How to choose the right engineering college

Amit Bansal

With more than 2,000 colleges in the country, you may be spoilt for choice during admission season. It is important to research well before you take the plunge, says Amit Bansal.

Which of the following is true for you?

  • You got into trouble with your parents for opening-up the mobile / computer
  • You think about solving problems when your teacher is speaking in class
  • You are called “very practical”
  • You were told that you have very good observational skills

If you have more than two of the above then you need to be pursuing an engineering career.

Do you realise that choosing an engineering college is also like solving a problem and taking a decision?

With more than 2,000 engineering colleges across the nation you would need to make multiple decisions in order to get into the right college with the right environment and with the right kind of support to launch yourself.

Like any decision there is a risk involved and in this case it might be a big chunk of your parent’s savings and more critically, your career is at stake.

Here are the three decision-making factors that you should keep in mind:

  • Made in Cheena?
  • The ‘Gurukul Test’
  • Tipping Point

1. Made in ‘Cheena’

Fake products are abundant in the market and so are fake educational institutions.

First and foremost, investigate the legal sanctity of the institution and the degree offered. Choosing and enrolling into a fake institution will not only pour your money down the drain but also plunge you into deep regret.

Read the points below and make a smart choice. It is a bit like learning to separate ‘Cheena’ from ‘China’!

2. The Gurukul test

Imagine spending four years of your life in an institute which would feel just like home.

In the ancient days, Gurukuls would achieve a homely ambience. Times have changed now but the importance of the environment still remains. So what comprises a great study environment?

Here are four factors you should get right and will give you a good night’s sleep (not during exams though!) after you enroll.

a. Faculty

Look for the elephant’s tooth! Elephant’s tusks are not used for chewing. So do not mistake the tusk for the tooth. What I mean is that you must try to find out more about the kind of faculties.

Do not just look at the names mentioned in the brochures as it could happen that a lot of such names do not actually teach. If you find fancy names under ‘advisory council’ but do not find those names mentioned under ‘department faculty’, you know that these people are just for namesake and may not actually teach you.

So beware the tusker!

b. Campus

Make sure that you visit the campus where the classes will be held. Look at the lab facilities and try to figure out whether the equipment kept in those labs is actually being used or not.

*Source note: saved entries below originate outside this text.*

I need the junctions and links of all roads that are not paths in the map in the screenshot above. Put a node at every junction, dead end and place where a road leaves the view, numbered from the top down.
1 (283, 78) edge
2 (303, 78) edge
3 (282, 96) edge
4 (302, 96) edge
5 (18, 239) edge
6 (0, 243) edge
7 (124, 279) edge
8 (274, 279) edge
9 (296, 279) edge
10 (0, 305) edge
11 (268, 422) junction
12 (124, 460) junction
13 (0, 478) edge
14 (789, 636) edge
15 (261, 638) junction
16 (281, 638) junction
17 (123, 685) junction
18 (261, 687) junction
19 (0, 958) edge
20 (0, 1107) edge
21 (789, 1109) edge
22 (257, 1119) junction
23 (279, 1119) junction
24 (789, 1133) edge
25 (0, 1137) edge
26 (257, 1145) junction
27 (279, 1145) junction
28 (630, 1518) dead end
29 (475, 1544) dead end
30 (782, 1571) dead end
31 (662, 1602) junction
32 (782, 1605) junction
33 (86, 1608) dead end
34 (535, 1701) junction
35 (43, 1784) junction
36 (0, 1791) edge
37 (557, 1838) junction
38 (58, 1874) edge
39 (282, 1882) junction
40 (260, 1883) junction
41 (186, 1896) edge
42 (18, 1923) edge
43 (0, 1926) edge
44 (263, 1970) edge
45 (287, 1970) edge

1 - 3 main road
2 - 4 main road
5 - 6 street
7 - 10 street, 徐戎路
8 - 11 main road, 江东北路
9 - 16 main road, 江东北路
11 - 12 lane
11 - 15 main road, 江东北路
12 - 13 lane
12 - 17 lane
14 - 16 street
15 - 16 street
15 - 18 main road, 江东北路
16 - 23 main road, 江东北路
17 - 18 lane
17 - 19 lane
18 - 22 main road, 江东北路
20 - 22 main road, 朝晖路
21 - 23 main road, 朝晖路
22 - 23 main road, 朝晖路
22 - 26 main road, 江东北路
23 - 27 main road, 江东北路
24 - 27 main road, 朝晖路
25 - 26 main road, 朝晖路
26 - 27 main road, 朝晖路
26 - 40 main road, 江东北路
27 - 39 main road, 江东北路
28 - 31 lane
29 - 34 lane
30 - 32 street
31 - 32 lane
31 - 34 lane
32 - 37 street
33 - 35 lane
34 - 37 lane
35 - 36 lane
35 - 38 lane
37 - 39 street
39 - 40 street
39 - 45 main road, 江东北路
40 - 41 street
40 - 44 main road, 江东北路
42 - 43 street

If you find equipment that looks like straight out of the showroom (or the antique room), you know that possibly you will also never get a chance to use that equipment.

c. Environment

Interact with current students of the college and figure out the kind of environment that the institute provides.

Does the college have a culture of ‘cuts and bunks’, do the teachers take classes regularly, does the management provide right discipline to enable healthy learning environment etc.

Essentially, try to get a feel whether the place where you will spend eight hours every day for the next four years, meets your expectations or not.

d. Accreditation

Most good colleges go in for accreditation from National Board of Accreditation. This generally means that the college maintains certain standards, intends to be competitive and is quality conscious.

Find out the accreditation status from

3.  Tipping Point

Engineering is a lot of hard work and involves a lot opportunity cost (the alternate uses that you could have put the money to, the alternate college / career that you could have pursued etc) and you want just rewards for all the effort.

The best way the college can reward you is by arranging campus placements. This for many of you will be the ‘tipping point’. In other words, the right company can tip you or push you into a better career growth as compared to poor start in a wrong job.

Also remember, the main role of the college is to provide you good academic inputs and help you get a degree; they have no obligation to get you a job. It is only left to the initiative of the college management to get you a job by the end of your degree.

It becomes all the more important in these tough economic times that the college you join has an active interest in getting you a job. The ‘placement record’ is an external or third party endorsement of the college and is generally an accurate assessment of the quality of the college.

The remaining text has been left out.